Amy (
kitchen_maid) wrote2012-09-23 09:28 pm
![[personal profile]](https://www.dreamwidth.org/img/silk/identity/user.png)
Journey
Technically speaking, Their Majesties the King and Queen of Ambergeldar are overdue to go on a proper Royal Progress around their kingdom.
There is a very simple reason for this: His Majesty is not overly fond of being out on Progress. It means spending a lot of time staying with various Nobles who are all Honored by his presence and also who are trying to outdo any other Nobles who he has stayed or will stay with, which means rather a lot of Terribly Impressive Entertainments most of which are not very entertaining, most while privately resenting the bother and expense.
Besides, he likes the Palace at Amber. It's home.
He's been putting it off on reason of the Queen's Health for years now, as one does not take a woman in Delicate Condition rattling around the Kingdom, especially not when she is potentially carrying a Future Monarch, and even if Amy's reaction to the term "Delicate Condition" is a rather indelicate snort. But the twins are old enough now, and Her Majesty is not Expecting, and so it's time to face the fact that he cannot simply hide away in the Capitol any longer.
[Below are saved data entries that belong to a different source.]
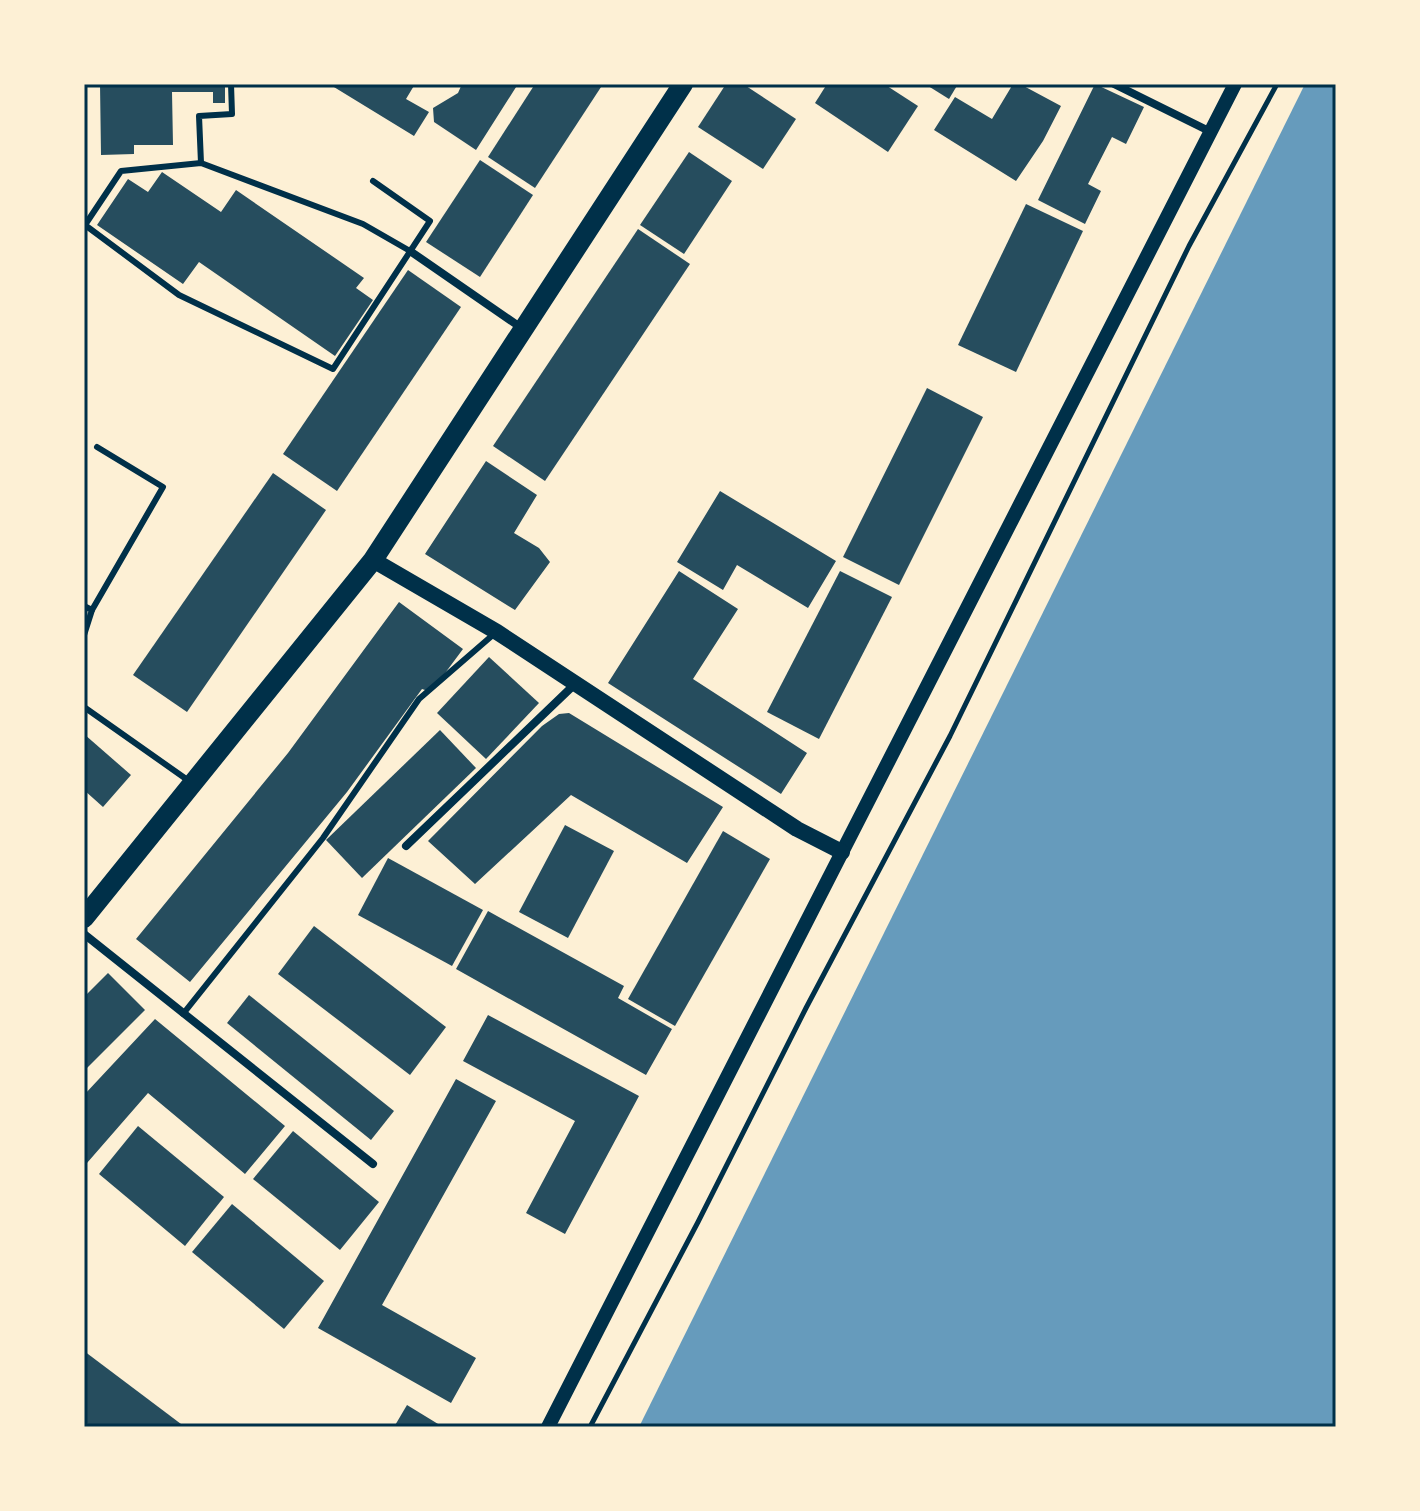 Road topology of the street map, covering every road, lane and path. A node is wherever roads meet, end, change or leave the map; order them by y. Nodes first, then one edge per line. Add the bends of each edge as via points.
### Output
1 (231, 84) edge
2 (683, 84) edge
3 (1114, 84) edge
4 (1235, 84) edge
5 (1277, 84) edge
6 (1211, 132) junction
7 (201, 163) junction
8 (373, 181) dead end
9 (410, 251) junction
10 (524, 330) junction
11 (97, 447) dead end
12 (373, 560) junction
13 (84, 606) edge
14 (92, 610) junction
15 (497, 632) junction
16 (84, 635) edge
17 (575, 683) junction
18 (84, 707) edge
19 (192, 784) junction
20 (406, 846) dead end
21 (842, 852) junction
22 (84, 918) edge
23 (84, 934) edge
24 (183, 1014) junction
25 (373, 1164) dead end
26 (548, 1427) edge
27 (590, 1427) edge

1 - 7 lane via 232,114 199,116
2 - 10 main road
3 - 6 street
4 - 6 street
5 - 27 path via 1189,246 950,736
6 - 21 street
7 - 9 lane via 363,224
7 - 9 lane via 121,171 85,225 179,295 333,369
8 - 9 lane via 430,221
9 - 10 street
10 - 12 main road
11 - 14 lane via 163,487
12 - 15 main road
12 - 19 main road
13 - 14 lane
14 - 16 lane
15 - 17 main road
15 - 24 lane via 419,699 323,838
17 - 20 street
17 - 21 main road via 797,829
18 - 19 lane
19 - 22 main road
21 - 26 street
23 - 24 street
24 - 25 street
The previous Protocol Officer would have insisted on a very long, very grand, very overdone tour designed to stay in every manor house in the Kingdom. Fortunately, the previous Protocol Officer is still properly cooling his heels in the Royal Dungeons after taking part in some very improper High Treason. The King likes the new one better -- he's sensible and reasonable and has never tried to have Her Majesty kidnapped. The Queen selected him for the job.
And he has come up with an alternate suggestion.
And so, one bright, late summer morning finds the Royal Family preparing to depart for the first of several trips the Protocol Officer has proposed. All will involve visiting the King's various palaces around Ambergeldar, and Nobles will only be called upon to provide hospitality for a day or two en route. Each will be tied to an Official Occasion, which will be celebrated very grandly.
The towns and villages will get to see the King and Queen and Princess and Princes, and the palaces are scattered well enough that all the various regions will be properly visited. They will start with the christening of the new Flagship of the Ambergeldan Navy, and therefore with Perry's favorite of his other homes -- Silverhall Palace, just outside the town of Westershore, on the coast.
And the whole visit should take a couple of weeks, rather than months and months on end.
All in all, Perry is very pleased with the idea, though he has put his royal foot down about one thing – the entire court is not accompanying them. The courtiers at Amber are all perfectly familiar with their Monarchs; the whole point is that it's the rest of the country's turn.
So it's a very small party (by Royal standards) that goes rumbling out of the Amber Palace courtyard in dozen or so carriages -- the Royal family, the head of the Royal Nurseries and the four nursemaids who each have primary responsibility for one of the royal children, the King and Queen's secretaries, the Queen's lady-in-waiting Rosalind (and her infant daughter), the Protocol Officer, and the Court Magician, all under the watchful eyes of the head of the Palace Guard and his men.
And, by special invitation of Her Majesty, her brother Caspian and their friend Lady Marian, who have an only partly explained habit of popping up at the Palace unexpectedly and without transportation or luggage.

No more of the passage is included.